Dataset items
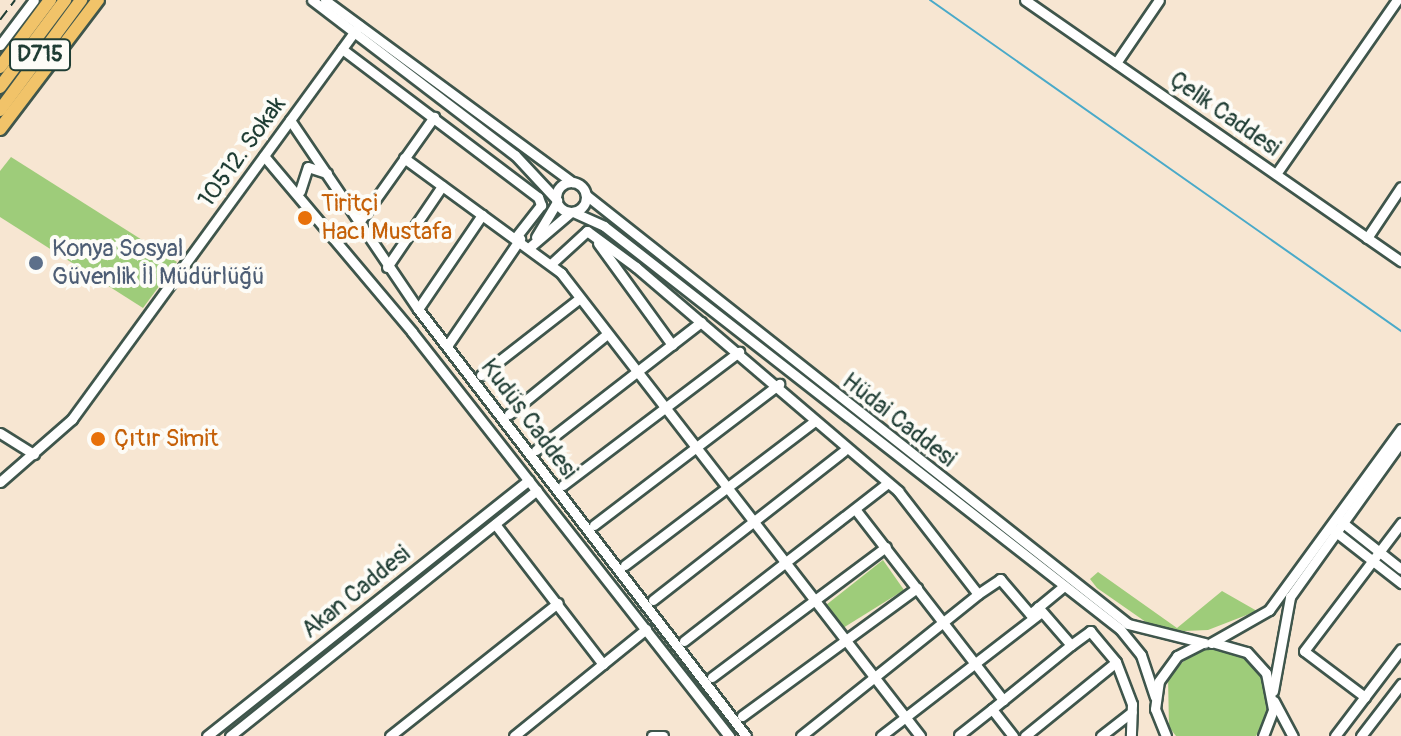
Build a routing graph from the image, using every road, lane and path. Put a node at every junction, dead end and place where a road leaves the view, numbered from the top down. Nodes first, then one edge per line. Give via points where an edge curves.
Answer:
1 (34, 0) edge
2 (50, 0) edge
3 (65, 0) edge
4 (81, 0) edge
5 (98, 0) edge
6 (312, 0) edge
7 (325, 0) edge
8 (1025, 0) edge
9 (1159, 0) edge
10 (1397, 0) edge
11 (357, 29) junction
12 (0, 45) edge
13 (342, 49) junction
14 (1116, 63) junction
15 (0, 67) edge
16 (0, 87) edge
17 (0, 110) edge
18 (434, 117) junction
19 (290, 120) junction
20 (0, 129) edge
21 (264, 156) junction
22 (404, 158) junction
23 (1276, 174) junction
24 (330, 175) junction
25 (572, 182) junction
26 (442, 186) junction
27 (1401, 187) edge
28 (301, 195) junction
29 (586, 195) junction
30 (557, 201) junction
31 (572, 212) junction
32 (482, 215) junction
33 (360, 221) junction
34 (591, 234) junction
35 (518, 238) junction
36 (1367, 238) junction
37 (531, 246) junction
38 (1401, 261) edge
39 (551, 264) junction
40 (387, 267) junction
41 (580, 298) junction
42 (418, 309) junction
43 (701, 322) junction
44 (606, 335) junction
45 (672, 345) junction
46 (447, 346) junction
47 (739, 352) junction
48 (635, 373) junction
49 (481, 375) dead end
50 (779, 384) junction
51 (663, 409) junction
52 (509, 414) dead end
53 (815, 421) junction
54 (1401, 429) edge
55 (0, 433) edge
56 (1401, 442) edge
57 (694, 449) junction
58 (536, 450) dead end
59 (844, 451) junction
60 (34, 454) junction
61 (529, 480) junction
62 (0, 482) edge
63 (888, 483) junction
64 (563, 485) dead end
65 (726, 489) junction
66 (537, 490) junction
67 (855, 509) junction
68 (753, 523) junction
69 (1401, 523) edge
70 (495, 524) junction
71 (594, 525) dead end
72 (1336, 525) junction
73 (886, 547) junction
74 (1379, 552) junction
75 (1372, 561) junction
76 (785, 564) junction
77 (625, 565) dead end
78 (1401, 569) edge
79 (1401, 583) edge
80 (1064, 586) junction
81 (917, 588) junction
82 (978, 594) junction
83 (653, 600) dead end
84 (813, 600) junction
85 (558, 603) junction
86 (1040, 610) junction
87 (943, 621) junction
88 (646, 629) junction
89 (845, 640) junction
90 (684, 641) dead end
91 (1208, 643) junction
92 (1071, 645) junction
93 (1401, 649) edge
94 (1116, 662) junction
95 (603, 664) junction
96 (975, 664) junction
97 (873, 676) junction
98 (712, 677) dead end
99 (1401, 684) edge
100 (1273, 696) junction
101 (1155, 697) junction
102 (1365, 697) junction
103 (1003, 700) junction
104 (992, 709) junction
105 (1155, 709) junction
106 (1132, 712) junction
107 (742, 716) dead end
108 (906, 719) junction
109 (207, 736) edge
110 (230, 736) edge
111 (390, 736) edge
112 (514, 736) edge
113 (652, 736) edge
114 (663, 736) edge
115 (729, 736) edge
116 (746, 736) edge
117 (801, 736) edge
118 (881, 736) edge
119 (920, 736) edge
120 (959, 736) edge
121 (1013, 736) edge
122 (1025, 736) edge
123 (1101, 736) edge
124 (1131, 736) edge
125 (1157, 736) edge
126 (1166, 736) edge
127 (1263, 736) edge
128 (1293, 736) edge
129 (1335, 736) edge
130 (1361, 736) edge

1 - 12 street
2 - 15 highway
3 - 16 highway, D715
4 - 17 highway, D715
5 - 20 highway
6 - 11 street
7 - 11 street
8 - 14 street, Çelik Caddesi
9 - 14 street
10 - 23 street
11 - 13 street, 10512. Sokak
11 - 25 street
11 - 30 street via 515,155
13 - 18 street
13 - 19 street, 10512. Sokak
14 - 23 street, Çelik Caddesi
18 - 22 street
18 - 35 street via 538,197 541,205
19 - 21 street, 10512. Sokak
19 - 24 street, Kudüs Caddesi
21 - 28 street, Kudüs Caddesi
21 - 60 street, 10512. Sokak via 72,419
22 - 26 street
22 - 33 street
23 - 36 street, Çelik Caddesi
24 - 28 street via 308,167 300,173
24 - 33 street, Kudüs Caddesi
25 - 29 street, Hüdai Caddesi
25 - 30 street via 559,188
26 - 32 street
26 - 40 street
27 - 36 street
28 - 61 street, Kudüs Caddesi
29 - 31 street
29 - 91 street, Hüdai Caddesi via 1128,624
30 - 31 street, Hüdai Caddesi
30 - 37 street
31 - 37 street
31 - 80 street, Hüdai Caddesi via 604,226
32 - 35 street
32 - 42 street
33 - 40 street, Kudüs Caddesi
34 - 39 street
34 - 43 street
34 - 45 street
35 - 37 street
35 - 46 street
36 - 38 street, Çelik Caddesi
37 - 39 street
39 - 41 street
40 - 42 street, Kudüs Caddesi
41 - 44 street
41 - 49 street
42 - 46 street, Kudüs Caddesi
43 - 45 street
43 - 47 street
44 - 48 street
44 - 52 street
45 - 48 street
46 - 116 street, Kudüs Caddesi
47 - 50 street
47 - 51 street
48 - 51 street
48 - 58 street
50 - 53 street
50 - 57 street
51 - 57 street
51 - 64 street
53 - 59 street
53 - 65 street
54 - 72 street
55 - 60 street
56 - 72 street
57 - 65 street
57 - 71 street
59 - 63 street
59 - 68 street
60 - 62 street, 10512. Sokak
61 - 66 street, Kudüs Caddesi
61 - 109 street, Akan Caddesi
63 - 67 street
63 - 82 street
65 - 68 street
65 - 77 street
66 - 70 street, Akan Caddesi
66 - 88 street, Kudüs Caddesi
67 - 73 street
67 - 76 street
68 - 76 street
68 - 83 street
69 - 74 street
70 - 85 street
70 - 110 street, Akan Caddesi
72 - 74 street
72 - 75 street
72 - 91 street via 1266,613
72 - 100 street via 1286,606
73 - 81 street
73 - 84 street
74 - 75 street
74 - 78 street
75 - 79 street
75 - 102 street via 1304,651
76 - 84 street
76 - 90 street
80 - 86 street
80 - 101 street, Hüdai Caddesi via 1135,644
81 - 87 street
81 - 89 street
82 - 86 street via 1000,579 1030,614
82 - 87 street
84 - 89 street
84 - 98 street
85 - 95 street
85 - 111 street
86 - 92 street
86 - 96 street
87 - 96 street
87 - 97 street
88 - 95 street
88 - 115 street, Kudüs Caddesi
89 - 97 street
89 - 107 street
91 - 100 street, Hüdai Caddesi via 1247,652
91 - 101 street via 1171,662
92 - 94 street via 1090,631
92 - 103 street
93 - 102 street
94 - 106 street
94 - 122 street
95 - 112 street
96 - 103 street
96 - 108 street
97 - 108 street
97 - 117 street
99 - 130 street
100 - 127 street
100 - 128 street
101 - 105 street
102 - 129 street
103 - 104 street
104 - 120 street
104 - 121 street
105 - 125 street
105 - 126 street
106 - 123 street
106 - 124 street
108 - 118 street
108 - 119 street
113 - 114 street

Assignment. Could you write the entries out again exactly, without their pictures?

Expected answer.
Build a routing graph from the image, using every road, lane and path. Put a node at every junction, dead end and place where a road leaves the view, numbered from the top down. Nodes first, then one edge per line. Give via points where an edge curves.
Answer:
1 (34, 0) edge
2 (50, 0) edge
3 (65, 0) edge
4 (81, 0) edge
5 (98, 0) edge
6 (312, 0) edge
7 (325, 0) edge
8 (1025, 0) edge
9 (1159, 0) edge
10 (1397, 0) edge
11 (357, 29) junction
12 (0, 45) edge
13 (342, 49) junction
14 (1116, 63) junction
15 (0, 67) edge
16 (0, 87) edge
17 (0, 110) edge
18 (434, 117) junction
19 (290, 120) junction
20 (0, 129) edge
21 (264, 156) junction
22 (404, 158) junction
23 (1276, 174) junction
24 (330, 175) junction
25 (572, 182) junction
26 (442, 186) junction
27 (1401, 187) edge
28 (301, 195) junction
29 (586, 195) junction
30 (557, 201) junction
31 (572, 212) junction
32 (482, 215) junction
33 (360, 221) junction
34 (591, 234) junction
35 (518, 238) junction
36 (1367, 238) junction
37 (531, 246) junction
38 (1401, 261) edge
39 (551, 264) junction
40 (387, 267) junction
41 (580, 298) junction
42 (418, 309) junction
43 (701, 322) junction
44 (606, 335) junction
45 (672, 345) junction
46 (447, 346) junction
47 (739, 352) junction
48 (635, 373) junction
49 (481, 375) dead end
50 (779, 384) junction
51 (663, 409) junction
52 (509, 414) dead end
53 (815, 421) junction
54 (1401, 429) edge
55 (0, 433) edge
56 (1401, 442) edge
57 (694, 449) junction
58 (536, 450) dead end
59 (844, 451) junction
60 (34, 454) junction
61 (529, 480) junction
62 (0, 482) edge
63 (888, 483) junction
64 (563, 485) dead end
65 (726, 489) junction
66 (537, 490) junction
67 (855, 509) junction
68 (753, 523) junction
69 (1401, 523) edge
70 (495, 524) junction
71 (594, 525) dead end
72 (1336, 525) junction
73 (886, 547) junction
74 (1379, 552) junction
75 (1372, 561) junction
76 (785, 564) junction
77 (625, 565) dead end
78 (1401, 569) edge
79 (1401, 583) edge
80 (1064, 586) junction
81 (917, 588) junction
82 (978, 594) junction
83 (653, 600) dead end
84 (813, 600) junction
85 (558, 603) junction
86 (1040, 610) junction
87 (943, 621) junction
88 (646, 629) junction
89 (845, 640) junction
90 (684, 641) dead end
91 (1208, 643) junction
92 (1071, 645) junction
93 (1401, 649) edge
94 (1116, 662) junction
95 (603, 664) junction
96 (975, 664) junction
97 (873, 676) junction
98 (712, 677) dead end
99 (1401, 684) edge
100 (1273, 696) junction
101 (1155, 697) junction
102 (1365, 697) junction
103 (1003, 700) junction
104 (992, 709) junction
105 (1155, 709) junction
106 (1132, 712) junction
107 (742, 716) dead end
108 (906, 719) junction
109 (207, 736) edge
110 (230, 736) edge
111 (390, 736) edge
112 (514, 736) edge
113 (652, 736) edge
114 (663, 736) edge
115 (729, 736) edge
116 (746, 736) edge
117 (801, 736) edge
118 (881, 736) edge
119 (920, 736) edge
120 (959, 736) edge
121 (1013, 736) edge
122 (1025, 736) edge
123 (1101, 736) edge
124 (1131, 736) edge
125 (1157, 736) edge
126 (1166, 736) edge
127 (1263, 736) edge
128 (1293, 736) edge
129 (1335, 736) edge
130 (1361, 736) edge

1 - 12 street
2 - 15 highway
3 - 16 highway, D715
4 - 17 highway, D715
5 - 20 highway
6 - 11 street
7 - 11 street
8 - 14 street, Çelik Caddesi
9 - 14 street
10 - 23 street
11 - 13 street, 10512. Sokak
11 - 25 street
11 - 30 street via 515,155
13 - 18 street
13 - 19 street, 10512. Sokak
14 - 23 street, Çelik Caddesi
18 - 22 street
18 - 35 street via 538,197 541,205
19 - 21 street, 10512. Sokak
19 - 24 street, Kudüs Caddesi
21 - 28 street, Kudüs Caddesi
21 - 60 street, 10512. Sokak via 72,419
22 - 26 street
22 - 33 street
23 - 36 street, Çelik Caddesi
24 - 28 street via 308,167 300,173
24 - 33 street, Kudüs Caddesi
25 - 29 street, Hüdai Caddesi
25 - 30 street via 559,188
26 - 32 street
26 - 40 street
27 - 36 street
28 - 61 street, Kudüs Caddesi
29 - 31 street
29 - 91 street, Hüdai Caddesi via 1128,624
30 - 31 street, Hüdai Caddesi
30 - 37 street
31 - 37 street
31 - 80 street, Hüdai Caddesi via 604,226
32 - 35 street
32 - 42 street
33 - 40 street, Kudüs Caddesi
34 - 39 street
34 - 43 street
34 - 45 street
35 - 37 street
35 - 46 street
36 - 38 street, Çelik Caddesi
37 - 39 street
39 - 41 street
40 - 42 street, Kudüs Caddesi
41 - 44 street
41 - 49 street
42 - 46 street, Kudüs Caddesi
43 - 45 street
43 - 47 street
44 - 48 street
44 - 52 street
45 - 48 street
46 - 116 street, Kudüs Caddesi
47 - 50 street
47 - 51 street
48 - 51 street
48 - 58 street
50 - 53 street
50 - 57 street
51 - 57 street
51 - 64 street
53 - 59 street
53 - 65 street
54 - 72 street
55 - 60 street
56 - 72 street
57 - 65 street
57 - 71 street
59 - 63 street
59 - 68 street
60 - 62 street, 10512. Sokak
61 - 66 street, Kudüs Caddesi
61 - 109 street, Akan Caddesi
63 - 67 street
63 - 82 street
65 - 68 street
65 - 77 street
66 - 70 street, Akan Caddesi
66 - 88 street, Kudüs Caddesi
67 - 73 street
67 - 76 street
68 - 76 street
68 - 83 street
69 - 74 street
70 - 85 street
70 - 110 street, Akan Caddesi
72 - 74 street
72 - 75 street
72 - 91 street via 1266,613
72 - 100 street via 1286,606
73 - 81 street
73 - 84 street
74 - 75 street
74 - 78 street
75 - 79 street
75 - 102 street via 1304,651
76 - 84 street
76 - 90 street
80 - 86 street
80 - 101 street, Hüdai Caddesi via 1135,644
81 - 87 street
81 - 89 street
82 - 86 street via 1000,579 1030,614
82 - 87 street
84 - 89 street
84 - 98 street
85 - 95 street
85 - 111 street
86 - 92 street
86 - 96 street
87 - 96 street
87 - 97 street
88 - 95 street
88 - 115 street, Kudüs Caddesi
89 - 97 street
89 - 107 street
91 - 100 street, Hüdai Caddesi via 1247,652
91 - 101 street via 1171,662
92 - 94 street via 1090,631
92 - 103 street
93 - 102 street
94 - 106 street
94 - 122 street
95 - 112 street
96 - 103 street
96 - 108 street
97 - 108 street
97 - 117 street
99 - 130 street
100 - 127 street
100 - 128 street
101 - 105 street
102 - 129 street
103 - 104 street
104 - 120 street
104 - 121 street
105 - 125 street
105 - 126 street
106 - 123 street
106 - 124 street
108 - 118 street
108 - 119 street
113 - 114 street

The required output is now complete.